YOUR TASK =>
The records that follow must all be duplicated exactly.

DATA PROVIDED =>
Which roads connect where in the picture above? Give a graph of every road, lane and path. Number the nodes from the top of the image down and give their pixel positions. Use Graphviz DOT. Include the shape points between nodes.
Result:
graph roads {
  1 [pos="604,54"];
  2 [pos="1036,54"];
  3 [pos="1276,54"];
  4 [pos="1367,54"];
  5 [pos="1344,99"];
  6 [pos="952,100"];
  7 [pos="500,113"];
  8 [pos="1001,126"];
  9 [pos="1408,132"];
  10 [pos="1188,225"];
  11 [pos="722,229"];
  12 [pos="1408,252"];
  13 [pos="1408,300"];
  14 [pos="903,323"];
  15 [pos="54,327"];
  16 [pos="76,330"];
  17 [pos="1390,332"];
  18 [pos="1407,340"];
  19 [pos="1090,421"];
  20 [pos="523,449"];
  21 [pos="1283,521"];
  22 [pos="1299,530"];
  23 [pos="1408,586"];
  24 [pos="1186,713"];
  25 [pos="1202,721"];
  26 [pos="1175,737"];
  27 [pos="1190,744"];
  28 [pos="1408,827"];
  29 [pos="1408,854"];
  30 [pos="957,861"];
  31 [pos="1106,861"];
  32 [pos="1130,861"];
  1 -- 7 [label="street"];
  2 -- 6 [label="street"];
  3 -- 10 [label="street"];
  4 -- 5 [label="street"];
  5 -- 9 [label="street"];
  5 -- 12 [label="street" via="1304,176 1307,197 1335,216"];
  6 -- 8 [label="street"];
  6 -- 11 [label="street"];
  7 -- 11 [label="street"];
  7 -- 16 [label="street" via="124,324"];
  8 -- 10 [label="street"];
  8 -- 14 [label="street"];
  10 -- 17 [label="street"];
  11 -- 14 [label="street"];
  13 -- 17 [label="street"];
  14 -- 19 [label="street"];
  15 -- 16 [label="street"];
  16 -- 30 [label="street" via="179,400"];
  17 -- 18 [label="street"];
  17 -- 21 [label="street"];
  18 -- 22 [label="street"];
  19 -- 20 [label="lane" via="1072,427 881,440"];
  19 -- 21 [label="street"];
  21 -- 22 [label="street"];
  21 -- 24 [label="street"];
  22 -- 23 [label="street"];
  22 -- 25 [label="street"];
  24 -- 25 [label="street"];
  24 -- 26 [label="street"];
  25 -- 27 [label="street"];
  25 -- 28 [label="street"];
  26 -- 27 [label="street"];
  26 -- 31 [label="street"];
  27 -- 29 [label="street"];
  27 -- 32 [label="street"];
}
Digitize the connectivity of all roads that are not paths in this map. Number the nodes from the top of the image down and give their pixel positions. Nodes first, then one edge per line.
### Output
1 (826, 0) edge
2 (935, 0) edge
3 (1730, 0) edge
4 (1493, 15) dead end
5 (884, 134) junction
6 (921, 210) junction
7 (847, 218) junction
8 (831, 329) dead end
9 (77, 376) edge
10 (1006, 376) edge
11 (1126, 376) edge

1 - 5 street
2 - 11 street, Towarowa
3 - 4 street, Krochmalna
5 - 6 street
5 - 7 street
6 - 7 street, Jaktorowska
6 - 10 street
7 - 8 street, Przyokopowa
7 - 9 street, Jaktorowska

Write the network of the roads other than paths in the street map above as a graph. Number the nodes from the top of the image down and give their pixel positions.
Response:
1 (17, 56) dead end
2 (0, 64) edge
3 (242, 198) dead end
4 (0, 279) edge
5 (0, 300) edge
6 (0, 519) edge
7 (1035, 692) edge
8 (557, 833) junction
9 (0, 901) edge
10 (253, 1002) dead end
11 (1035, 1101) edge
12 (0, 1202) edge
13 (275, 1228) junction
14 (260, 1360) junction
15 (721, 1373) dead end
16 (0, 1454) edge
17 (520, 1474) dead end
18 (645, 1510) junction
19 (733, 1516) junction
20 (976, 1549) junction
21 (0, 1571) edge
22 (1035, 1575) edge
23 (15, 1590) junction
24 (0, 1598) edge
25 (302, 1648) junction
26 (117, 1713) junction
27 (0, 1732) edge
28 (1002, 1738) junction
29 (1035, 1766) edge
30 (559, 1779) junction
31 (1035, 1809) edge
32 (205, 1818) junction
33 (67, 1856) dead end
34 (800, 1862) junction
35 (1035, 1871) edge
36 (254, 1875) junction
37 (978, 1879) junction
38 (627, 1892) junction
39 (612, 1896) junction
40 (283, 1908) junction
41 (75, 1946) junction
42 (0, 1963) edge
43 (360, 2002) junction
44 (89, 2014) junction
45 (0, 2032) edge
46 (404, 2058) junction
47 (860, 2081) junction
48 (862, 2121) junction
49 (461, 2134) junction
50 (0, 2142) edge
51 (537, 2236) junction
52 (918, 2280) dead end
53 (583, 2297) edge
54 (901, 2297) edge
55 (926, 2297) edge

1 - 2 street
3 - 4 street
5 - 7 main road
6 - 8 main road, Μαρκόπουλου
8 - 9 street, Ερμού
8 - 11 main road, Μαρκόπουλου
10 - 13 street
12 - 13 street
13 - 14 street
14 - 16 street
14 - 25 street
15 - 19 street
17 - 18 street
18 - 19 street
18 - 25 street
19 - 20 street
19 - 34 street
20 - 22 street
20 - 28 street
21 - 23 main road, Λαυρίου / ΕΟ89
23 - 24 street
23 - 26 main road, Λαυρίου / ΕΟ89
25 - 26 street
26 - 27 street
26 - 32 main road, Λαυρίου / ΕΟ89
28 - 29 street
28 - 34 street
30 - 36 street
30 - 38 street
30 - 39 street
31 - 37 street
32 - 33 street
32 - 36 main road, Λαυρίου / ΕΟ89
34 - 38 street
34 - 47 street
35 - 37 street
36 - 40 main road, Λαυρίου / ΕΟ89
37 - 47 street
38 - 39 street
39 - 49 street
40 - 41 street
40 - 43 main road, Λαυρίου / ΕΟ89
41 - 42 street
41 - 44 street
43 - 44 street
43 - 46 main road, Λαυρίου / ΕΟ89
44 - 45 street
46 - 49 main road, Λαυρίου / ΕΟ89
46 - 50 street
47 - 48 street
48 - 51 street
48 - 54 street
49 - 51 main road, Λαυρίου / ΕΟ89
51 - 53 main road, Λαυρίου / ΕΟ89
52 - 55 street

TASK RESULT =>
Which roads connect where in the picture above? Give a graph of every road, lane and path. Number the nodes from the top of the image down and give their pixel positions. Use Graphviz DOT. Include the shape points between nodes.
Result:
graph roads {
  1 [pos="604,54"];
  2 [pos="1036,54"];
  3 [pos="1276,54"];
  4 [pos="1367,54"];
  5 [pos="1344,99"];
  6 [pos="952,100"];
  7 [pos="500,113"];
  8 [pos="1001,126"];
  9 [pos="1408,132"];
  10 [pos="1188,225"];
  11 [pos="722,229"];
  12 [pos="1408,252"];
  13 [pos="1408,300"];
  14 [pos="903,323"];
  15 [pos="54,327"];
  16 [pos="76,330"];
  17 [pos="1390,332"];
  18 [pos="1407,340"];
  19 [pos="1090,421"];
  20 [pos="523,449"];
  21 [pos="1283,521"];
  22 [pos="1299,530"];
  23 [pos="1408,586"];
  24 [pos="1186,713"];
  25 [pos="1202,721"];
  26 [pos="1175,737"];
  27 [pos="1190,744"];
  28 [pos="1408,827"];
  29 [pos="1408,854"];
  30 [pos="957,861"];
  31 [pos="1106,861"];
  32 [pos="1130,861"];
  1 -- 7 [label="street"];
  2 -- 6 [label="street"];
  3 -- 10 [label="street"];
  4 -- 5 [label="street"];
  5 -- 9 [label="street"];
  5 -- 12 [label="street" via="1304,176 1307,197 1335,216"];
  6 -- 8 [label="street"];
  6 -- 11 [label="street"];
  7 -- 11 [label="street"];
  7 -- 16 [label="street" via="124,324"];
  8 -- 10 [label="street"];
  8 -- 14 [label="street"];
  10 -- 17 [label="street"];
  11 -- 14 [label="street"];
  13 -- 17 [label="street"];
  14 -- 19 [label="street"];
  15 -- 16 [label="street"];
  16 -- 30 [label="street" via="179,400"];
  17 -- 18 [label="street"];
  17 -- 21 [label="street"];
  18 -- 22 [label="street"];
  19 -- 20 [label="lane" via="1072,427 881,440"];
  19 -- 21 [label="street"];
  21 -- 22 [label="street"];
  21 -- 24 [label="street"];
  22 -- 23 [label="street"];
  22 -- 25 [label="street"];
  24 -- 25 [label="street"];
  24 -- 26 [label="street"];
  25 -- 27 [label="street"];
  25 -- 28 [label="street"];
  26 -- 27 [label="street"];
  26 -- 31 [label="street"];
  27 -- 29 [label="street"];
  27 -- 32 [label="street"];
}
Digitize the connectivity of all roads that are not paths in this map. Number the nodes from the top of the image down and give their pixel positions. Nodes first, then one edge per line.
### Output
1 (826, 0) edge
2 (935, 0) edge
3 (1730, 0) edge
4 (1493, 15) dead end
5 (884, 134) junction
6 (921, 210) junction
7 (847, 218) junction
8 (831, 329) dead end
9 (77, 376) edge
10 (1006, 376) edge
11 (1126, 376) edge

1 - 5 street
2 - 11 street, Towarowa
3 - 4 street, Krochmalna
5 - 6 street
5 - 7 street
6 - 7 street, Jaktorowska
6 - 10 street
7 - 8 street, Przyokopowa
7 - 9 street, Jaktorowska

Write the network of the roads other than paths in the street map above as a graph. Number the nodes from the top of the image down and give their pixel positions.
Response:
1 (17, 56) dead end
2 (0, 64) edge
3 (242, 198) dead end
4 (0, 279) edge
5 (0, 300) edge
6 (0, 519) edge
7 (1035, 692) edge
8 (557, 833) junction
9 (0, 901) edge
10 (253, 1002) dead end
11 (1035, 1101) edge
12 (0, 1202) edge
13 (275, 1228) junction
14 (260, 1360) junction
15 (721, 1373) dead end
16 (0, 1454) edge
17 (520, 1474) dead end
18 (645, 1510) junction
19 (733, 1516) junction
20 (976, 1549) junction
21 (0, 1571) edge
22 (1035, 1575) edge
23 (15, 1590) junction
24 (0, 1598) edge
25 (302, 1648) junction
26 (117, 1713) junction
27 (0, 1732) edge
28 (1002, 1738) junction
29 (1035, 1766) edge
30 (559, 1779) junction
31 (1035, 1809) edge
32 (205, 1818) junction
33 (67, 1856) dead end
34 (800, 1862) junction
35 (1035, 1871) edge
36 (254, 1875) junction
37 (978, 1879) junction
38 (627, 1892) junction
39 (612, 1896) junction
40 (283, 1908) junction
41 (75, 1946) junction
42 (0, 1963) edge
43 (360, 2002) junction
44 (89, 2014) junction
45 (0, 2032) edge
46 (404, 2058) junction
47 (860, 2081) junction
48 (862, 2121) junction
49 (461, 2134) junction
50 (0, 2142) edge
51 (537, 2236) junction
52 (918, 2280) dead end
53 (583, 2297) edge
54 (901, 2297) edge
55 (926, 2297) edge

1 - 2 street
3 - 4 street
5 - 7 main road
6 - 8 main road, Μαρκόπουλου
8 - 9 street, Ερμού
8 - 11 main road, Μαρκόπουλου
10 - 13 street
12 - 13 street
13 - 14 street
14 - 16 street
14 - 25 street
15 - 19 street
17 - 18 street
18 - 19 street
18 - 25 street
19 - 20 street
19 - 34 street
20 - 22 street
20 - 28 street
21 - 23 main road, Λαυρίου / ΕΟ89
23 - 24 street
23 - 26 main road, Λαυρίου / ΕΟ89
25 - 26 street
26 - 27 street
26 - 32 main road, Λαυρίου / ΕΟ89
28 - 29 street
28 - 34 street
30 - 36 street
30 - 38 street
30 - 39 street
31 - 37 street
32 - 33 street
32 - 36 main road, Λαυρίου / ΕΟ89
34 - 38 street
34 - 47 street
35 - 37 street
36 - 40 main road, Λαυρίου / ΕΟ89
37 - 47 street
38 - 39 street
39 - 49 street
40 - 41 street
40 - 43 main road, Λαυρίου / ΕΟ89
41 - 42 street
41 - 44 street
43 - 44 street
43 - 46 main road, Λαυρίου / ΕΟ89
44 - 45 street
46 - 49 main road, Λαυρίου / ΕΟ89
46 - 50 street
47 - 48 street
48 - 51 street
48 - 54 street
49 - 51 main road, Λαυρίου / ΕΟ89
51 - 53 main road, Λαυρίου / ΕΟ89
52 - 55 street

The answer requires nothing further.